* Work order *
Look at every line of the material and count the ones holding the word "Stannard". The answer is the number only.

* Information given *
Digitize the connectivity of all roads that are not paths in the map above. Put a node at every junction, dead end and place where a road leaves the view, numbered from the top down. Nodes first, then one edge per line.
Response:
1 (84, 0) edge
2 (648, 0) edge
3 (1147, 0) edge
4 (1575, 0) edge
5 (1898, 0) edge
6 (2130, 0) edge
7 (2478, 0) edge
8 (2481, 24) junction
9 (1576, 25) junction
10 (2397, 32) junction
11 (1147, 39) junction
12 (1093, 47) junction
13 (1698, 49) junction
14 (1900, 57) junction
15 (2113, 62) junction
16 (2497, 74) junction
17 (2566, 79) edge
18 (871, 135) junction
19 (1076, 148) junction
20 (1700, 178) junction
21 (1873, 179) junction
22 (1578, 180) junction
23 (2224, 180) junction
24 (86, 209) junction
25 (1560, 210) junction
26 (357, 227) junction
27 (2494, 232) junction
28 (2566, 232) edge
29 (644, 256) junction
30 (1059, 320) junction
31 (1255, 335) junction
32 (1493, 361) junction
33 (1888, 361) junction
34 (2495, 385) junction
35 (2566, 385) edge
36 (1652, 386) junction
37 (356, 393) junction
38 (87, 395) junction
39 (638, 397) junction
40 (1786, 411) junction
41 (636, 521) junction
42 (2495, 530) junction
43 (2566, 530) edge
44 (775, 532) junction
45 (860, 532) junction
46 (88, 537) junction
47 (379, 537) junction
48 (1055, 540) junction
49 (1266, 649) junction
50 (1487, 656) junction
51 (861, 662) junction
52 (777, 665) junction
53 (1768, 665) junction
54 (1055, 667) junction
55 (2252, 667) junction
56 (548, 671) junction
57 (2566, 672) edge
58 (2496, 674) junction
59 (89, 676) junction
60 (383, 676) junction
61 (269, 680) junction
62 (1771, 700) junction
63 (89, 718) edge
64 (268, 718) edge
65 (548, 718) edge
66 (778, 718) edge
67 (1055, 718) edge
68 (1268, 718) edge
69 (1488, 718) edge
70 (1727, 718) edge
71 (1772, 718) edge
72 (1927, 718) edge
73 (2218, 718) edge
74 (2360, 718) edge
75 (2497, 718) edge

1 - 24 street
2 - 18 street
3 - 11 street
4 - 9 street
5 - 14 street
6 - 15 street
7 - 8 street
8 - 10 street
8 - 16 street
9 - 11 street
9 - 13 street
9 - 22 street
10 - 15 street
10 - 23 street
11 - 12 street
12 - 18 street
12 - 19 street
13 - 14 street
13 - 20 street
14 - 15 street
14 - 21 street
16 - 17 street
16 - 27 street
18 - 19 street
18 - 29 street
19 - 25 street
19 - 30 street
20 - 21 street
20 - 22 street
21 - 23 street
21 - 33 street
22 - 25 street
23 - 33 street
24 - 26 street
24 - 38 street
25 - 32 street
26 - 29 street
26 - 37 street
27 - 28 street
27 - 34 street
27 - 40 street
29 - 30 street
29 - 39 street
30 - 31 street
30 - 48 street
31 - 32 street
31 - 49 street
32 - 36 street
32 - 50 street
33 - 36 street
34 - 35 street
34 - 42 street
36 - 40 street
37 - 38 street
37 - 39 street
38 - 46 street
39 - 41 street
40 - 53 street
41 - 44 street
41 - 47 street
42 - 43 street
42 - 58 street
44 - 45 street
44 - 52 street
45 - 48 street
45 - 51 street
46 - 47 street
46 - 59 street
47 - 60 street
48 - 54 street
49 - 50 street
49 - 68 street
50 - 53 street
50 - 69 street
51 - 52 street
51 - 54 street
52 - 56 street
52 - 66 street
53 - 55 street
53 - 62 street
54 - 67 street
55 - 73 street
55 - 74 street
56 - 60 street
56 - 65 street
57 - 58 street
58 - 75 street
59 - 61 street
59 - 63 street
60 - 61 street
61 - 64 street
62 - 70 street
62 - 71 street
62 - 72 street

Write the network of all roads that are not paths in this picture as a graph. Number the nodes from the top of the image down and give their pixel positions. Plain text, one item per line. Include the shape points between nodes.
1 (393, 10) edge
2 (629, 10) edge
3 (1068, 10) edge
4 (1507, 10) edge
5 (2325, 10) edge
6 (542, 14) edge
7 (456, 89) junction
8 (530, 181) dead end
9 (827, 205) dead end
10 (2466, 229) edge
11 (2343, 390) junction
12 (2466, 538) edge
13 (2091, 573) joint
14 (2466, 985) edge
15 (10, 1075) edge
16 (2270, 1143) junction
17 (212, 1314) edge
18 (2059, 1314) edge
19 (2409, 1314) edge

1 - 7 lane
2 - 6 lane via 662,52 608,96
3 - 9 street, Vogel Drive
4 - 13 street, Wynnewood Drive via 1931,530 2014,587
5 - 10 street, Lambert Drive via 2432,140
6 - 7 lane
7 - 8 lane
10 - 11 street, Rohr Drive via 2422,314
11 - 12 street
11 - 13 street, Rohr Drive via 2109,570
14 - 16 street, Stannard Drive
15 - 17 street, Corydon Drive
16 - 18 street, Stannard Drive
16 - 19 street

* Answer to this problem *
2